5. Generally, the acquiring bank communicates the authorization response code to the payment gateway, which passes it on to the merchant
1. In the case of a failure, the failure code itself can be used by the merchant to decide what to do next - from simply declining to close the deal to re-presenting the same information to a different PSP

The bottom line is that the PSP, or payment gateway, generally enables a linear process of presenting cardholder details to a card network and communicating the decision of whether or not to honor the transaction by the issuing and acquiring banks. By contrast, payments orchestration represents lower-level decision-making processes, like a proprietary fraud check, selecting which PSP to use, and deciding whether to automatically attempt a second attempt in the case of a decline.

What are the benefits of payments orchestration?

Using a single payment processor or gateway has clearly-defined benefits: the complexity of implementation, integration, and maintenance is kept to a minimum, and there is a definitive end to each transaction, which is either accepted or declined. Generally speaking, by sticking to a single service provider, merchants can also rely upon a relatively simple and consistent fee structure, allowing them to project their financial results with a high degree of confidence.

On the other hand, payment orchestration allows merchants to increase their success rate in processing transactions, and to substantially reduce their costs. The broad spread of fee structures across the payments industry means that merchants can save as much as 90% in processing fees on any individual transaction, albeit at the cost of constructing a more sophisticated orchestration process.

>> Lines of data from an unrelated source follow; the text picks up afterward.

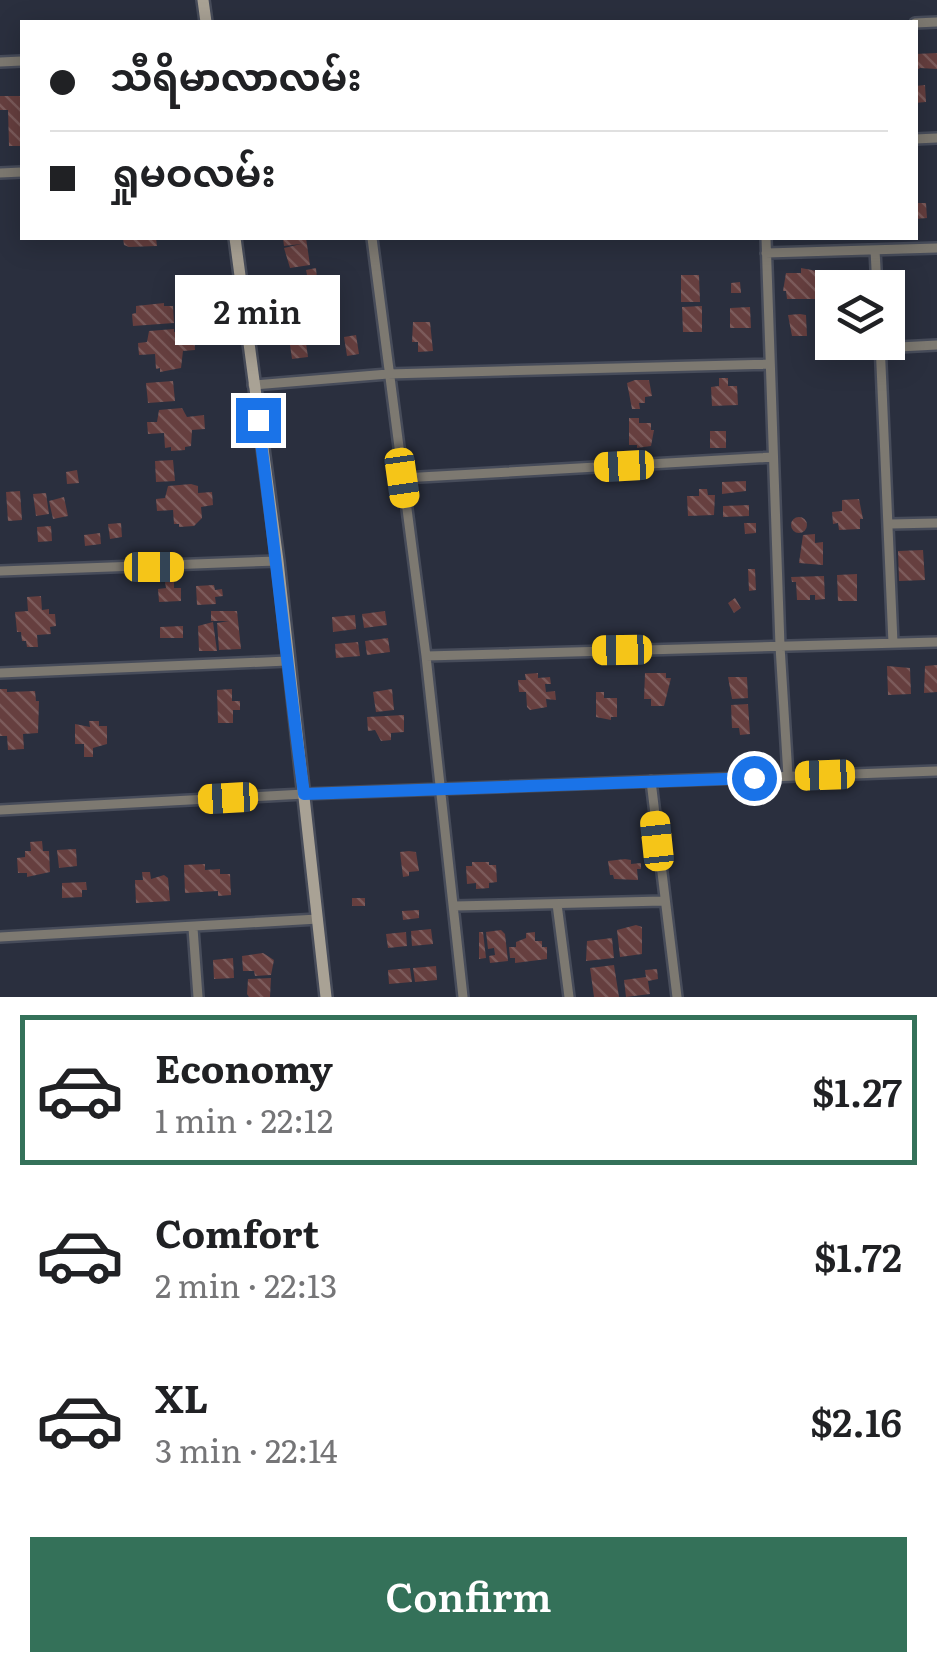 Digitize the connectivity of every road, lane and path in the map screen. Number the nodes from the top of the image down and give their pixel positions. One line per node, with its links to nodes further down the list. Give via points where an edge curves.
1 (235, 240): 13 (street)
2 (372, 240): 12 (street)
3 (766, 240): 6 (street)
4 (937, 248): 5 (street)
5 (875, 250): 6 (street); 7 (street)
6 (766, 254): 11 (street)
7 (876, 270)
8 (905, 345): 9 (street)
9 (937, 345)
10 (881, 360): 17 (street)
11 (769, 364): 12 (street); 14 (street)
12 (388, 374): 13 (street); 15 (street)
13 (253, 385): 18 (street)
14 (772, 458): 15 (street); 22 (street)
15 (402, 478): 23 (street)
16 (937, 523): 17 (street)
17 (890, 524): 21 (street)
18 (278, 561): 19 (street); 24 (street)
19 (0, 571)
20 (937, 642): 21 (street)
21 (893, 643): 22 (street)
22 (780, 646): 23 (street); 27 (street)
23 (426, 656): 29 (street)
24 (286, 661): 25 (street); 30 (street)
25 (0, 673)
26 (937, 771): 27 (street)
27 (788, 776): 28 (street)
28 (651, 782): 29 (street); 32 (street)
29 (441, 789): 30 (street); 34 (street)
30 (304, 794): 31 (street); 35 (street)
31 (0, 810)
32 (663, 901): 33 (street); 42 (street)
33 (557, 904): 34 (street); 41 (street)
34 (454, 906): 40 (street)
35 (318, 919): 36 (street); 39 (street)
36 (193, 928): 37 (street); 38 (street)
37 (0, 938)
38 (198, 997)
39 (326, 997)
40 (463, 997)
41 (569, 997)
42 (676, 997) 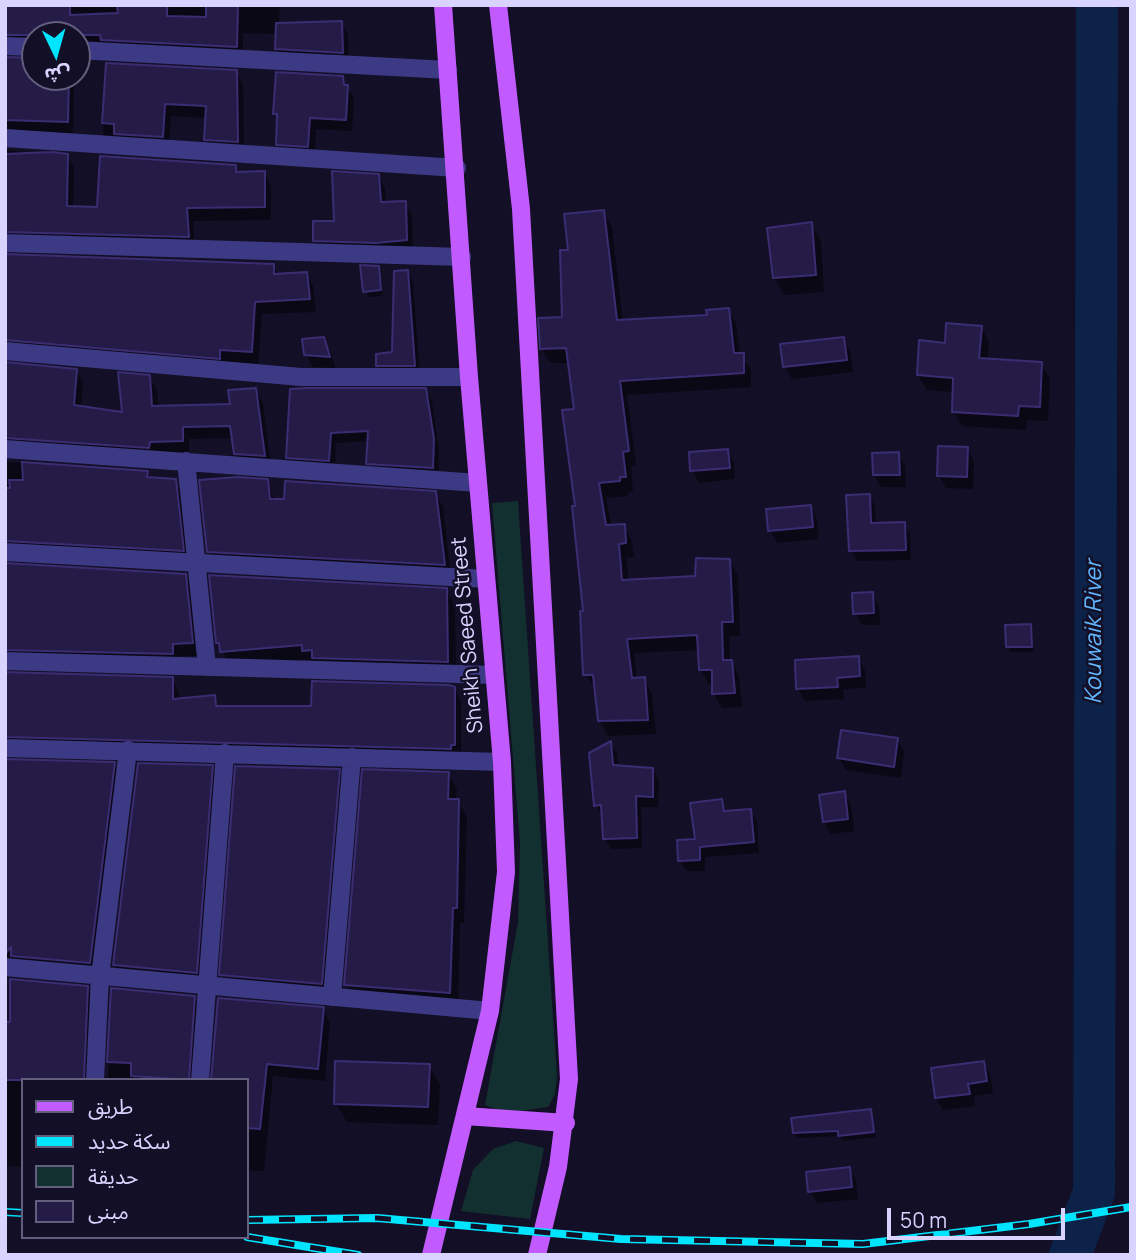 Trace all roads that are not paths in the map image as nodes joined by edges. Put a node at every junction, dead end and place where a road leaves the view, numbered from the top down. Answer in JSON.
{"nodes":[{"id":1,"x":443,"y":5,"type":"edge"},
{"id":2,"x":498,"y":5,"type":"edge"},
{"id":3,"x":91,"y":51,"type":"edge"},
{"id":4,"x":448,"y":70,"type":"junction"},
{"id":5,"x":5,"y":138,"type":"edge"},
{"id":6,"x":457,"y":168,"type":"junction"},
{"id":7,"x":5,"y":243,"type":"edge"},
{"id":8,"x":462,"y":257,"type":"junction"},
{"id":9,"x":5,"y":351,"type":"edge"},
{"id":10,"x":469,"y":377,"type":"junction"},
{"id":11,"x":5,"y":449,"type":"edge"},
{"id":12,"x":186,"y":461,"type":"junction"},
{"id":13,"x":478,"y":483,"type":"junction"},
{"id":14,"x":5,"y":552,"type":"edge"},
{"id":15,"x":194,"y":562,"type":"junction"},
{"id":16,"x":486,"y":579,"type":"junction"},
{"id":17,"x":5,"y":662,"type":"edge"},
{"id":18,"x":207,"y":667,"type":"junction"},
{"id":19,"x":495,"y":675,"type":"junction"},
{"id":20,"x":5,"y":748,"type":"edge"},
{"id":21,"x":128,"y":750,"type":"junction"},
{"id":22,"x":225,"y":753,"type":"junction"},
{"id":23,"x":352,"y":757,"type":"junction"},
{"id":24,"x":502,"y":762,"type":"junction"},
{"id":25,"x":5,"y":967,"type":"edge"},
{"id":26,"x":100,"y":976,"type":"junction"},
{"id":27,"x":205,"y":985,"type":"junction"},
{"id":28,"x":332,"y":997,"type":"junction"},
{"id":29,"x":490,"y":1011,"type":"junction"},
{"id":30,"x":95,"y":1078,"type":"edge"},
{"id":31,"x":200,"y":1078,"type":"edge"},
{"id":32,"x":465,"y":1116,"type":"junction"},
{"id":33,"x":566,"y":1123,"type":"junction"},
{"id":34,"x":431,"y":1255,"type":"edge"},
{"id":35,"x":537,"y":1255,"type":"edge"}],
"edges":[{"from":1,"to":4,"type":"main road","name":"Sheikh Saeed Street"},
{"from":2,"to":33,"type":"main road"},
{"from":3,"to":4,"type":"street"},
{"from":4,"to":6,"type":"main road","name":"Sheikh Saeed Street"},
{"from":5,"to":6,"type":"street"},
{"from":6,"to":8,"type":"main road","name":"Sheikh Saeed Street"},
{"from":7,"to":8,"type":"street"},
{"from":8,"to":10,"type":"main road","name":"Sheikh Saeed Street"},
{"from":9,"to":10,"type":"street"},
{"from":10,"to":13,"type":"main road","name":"Sheikh Saeed Street"},
{"from":11,"to":12,"type":"street"},
{"from":12,"to":13,"type":"street"},
{"from":12,"to":15,"type":"street"},
{"from":13,"to":16,"type":"main road","name":"Sheikh Saeed Street"},
{"from":14,"to":15,"type":"street"},
{"from":15,"to":16,"type":"street"},
{"from":15,"to":18,"type":"street"},
{"from":16,"to":19,"type":"main road","name":"Sheikh Saeed Street"},
{"from":17,"to":18,"type":"street"},
{"from":18,"to":19,"type":"street"},
{"from":19,"to":24,"type":"main road","name":"Sheikh Saeed Street"},
{"from":20,"to":21,"type":"street"},
{"from":21,"to":22,"type":"street"},
{"from":21,"to":26,"type":"street"},
{"from":22,"to":23,"type":"street"},
{"from":22,"to":27,"type":"street"},
{"from":23,"to":24,"type":"street"},
{"from":23,"to":28,"type":"street"},
{"from":24,"to":29,"type":"main road","name":"Sheikh Saeed Street"},
{"from":25,"to":26,"type":"street"},
{"from":26,"to":27,"type":"street"},
{"from":26,"to":30,"type":"street"},
{"from":27,"to":28,"type":"street"},
{"from":27,"to":31,"type":"street"},
{"from":28,"to":29,"type":"street"},
{"from":29,"to":32,"type":"main road","name":"Sheikh Saeed Street"},
{"from":32,"to":33,"type":"main road"},
{"from":32,"to":34,"type":"main road","name":"Sheikh Saeed Street"},
{"from":33,"to":35,"type":"main road"}]}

What are the drawbacks of payment orchestration?

Clearly the key drawback is complexity: using a single provider to complete all payments represents the shortest path to go-live, which is why so many organizations launch using the offerings of full-service PSPs. Merchants planning a payment orchestration strategy must consider not only the technology effort, but also the additional overhead of maintaining relationships with an array of different providers.

How do you get started implementing payments orchestration?

There is a class of technology solutions known as payment orchestration platforms (POPs), offering a range of services. Choosing the right POP, whether that is a more ‘black box’ experience where they hold the payment gateway relationships, or one that offers a greater depth of flexibility in subscriptions management or treasury and payables management, is based on the needs of the business. There is also the option to create either simple or complex routing logic within a merchants systems if they have the engineering team to accomplish it.

Regardless of the direction, the first step in implementing payments orchestration is to get control of the cardholder data. This can be done by either achieving PCI Level compliance and owning the cardholder data environment or by using a third-party tokenization provider like Basis Theory. By using a tokenization provider merchants can ensure that:

• PII is maintained in the tokenization provider’s secure vault, keeping their own systems out of PCI-DSS scope
• All customer sensitive data is secure, yet available for merchant use
• Customer cardholder data (CHD) can be used to process transactions across a functionally infinite range of payment methods and providers

The merchant simply uses the tokenization provider’s API to collect and store customer PII and CHD, then instructs the tokenization provider to transmit that information as needed to the preferred downstream payment processors and payment gateways.

Payment orchestration is the next step for payment optimization

By orchestrating payments between processors and gateways, merchants can increase their successful transactions, decrease their costs, and reduce the risk of centralizing too many services on a single PSP. Using a tokenization provider provides excellent flexibility that can power highly effective payment orchestration.